──────── Dataset entries ────────
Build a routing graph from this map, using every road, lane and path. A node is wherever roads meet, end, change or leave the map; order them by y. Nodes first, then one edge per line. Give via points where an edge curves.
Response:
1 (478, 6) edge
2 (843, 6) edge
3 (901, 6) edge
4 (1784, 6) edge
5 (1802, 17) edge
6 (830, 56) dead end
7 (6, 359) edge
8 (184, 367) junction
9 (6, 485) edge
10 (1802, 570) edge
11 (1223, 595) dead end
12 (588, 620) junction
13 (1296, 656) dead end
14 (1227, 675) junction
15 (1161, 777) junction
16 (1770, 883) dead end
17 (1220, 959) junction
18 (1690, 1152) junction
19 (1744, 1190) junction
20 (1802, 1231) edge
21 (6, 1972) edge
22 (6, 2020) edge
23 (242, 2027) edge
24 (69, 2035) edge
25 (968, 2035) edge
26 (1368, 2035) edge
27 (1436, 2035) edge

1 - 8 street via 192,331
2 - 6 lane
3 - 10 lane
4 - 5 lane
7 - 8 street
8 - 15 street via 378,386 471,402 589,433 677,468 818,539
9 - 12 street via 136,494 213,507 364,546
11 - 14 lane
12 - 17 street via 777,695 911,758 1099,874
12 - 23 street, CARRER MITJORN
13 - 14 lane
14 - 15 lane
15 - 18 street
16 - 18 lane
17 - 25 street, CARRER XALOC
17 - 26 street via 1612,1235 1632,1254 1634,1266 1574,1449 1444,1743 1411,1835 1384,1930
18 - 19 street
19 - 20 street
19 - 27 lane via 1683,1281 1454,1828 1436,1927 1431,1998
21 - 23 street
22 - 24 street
────────
Go through the listing and copy each line exactly.

## Answer area
Build a routing graph from this map, using every road, lane and path. A node is wherever roads meet, end, change or leave the map; order them by y. Nodes first, then one edge per line. Give via points where an edge curves.
Response:
1 (478, 6) edge
2 (843, 6) edge
3 (901, 6) edge
4 (1784, 6) edge
5 (1802, 17) edge
6 (830, 56) dead end
7 (6, 359) edge
8 (184, 367) junction
9 (6, 485) edge
10 (1802, 570) edge
11 (1223, 595) dead end
12 (588, 620) junction
13 (1296, 656) dead end
14 (1227, 675) junction
15 (1161, 777) junction
16 (1770, 883) dead end
17 (1220, 959) junction
18 (1690, 1152) junction
19 (1744, 1190) junction
20 (1802, 1231) edge
21 (6, 1972) edge
22 (6, 2020) edge
23 (242, 2027) edge
24 (69, 2035) edge
25 (968, 2035) edge
26 (1368, 2035) edge
27 (1436, 2035) edge

1 - 8 street via 192,331
2 - 6 lane
3 - 10 lane
4 - 5 lane
7 - 8 street
8 - 15 street via 378,386 471,402 589,433 677,468 818,539
9 - 12 street via 136,494 213,507 364,546
11 - 14 lane
12 - 17 street via 777,695 911,758 1099,874
12 - 23 street, CARRER MITJORN
13 - 14 lane
14 - 15 lane
15 - 18 street
16 - 18 lane
17 - 25 street, CARRER XALOC
17 - 26 street via 1612,1235 1632,1254 1634,1266 1574,1449 1444,1743 1411,1835 1384,1930
18 - 19 street
19 - 20 street
19 - 27 lane via 1683,1281 1454,1828 1436,1927 1431,1998
21 - 23 street
22 - 24 street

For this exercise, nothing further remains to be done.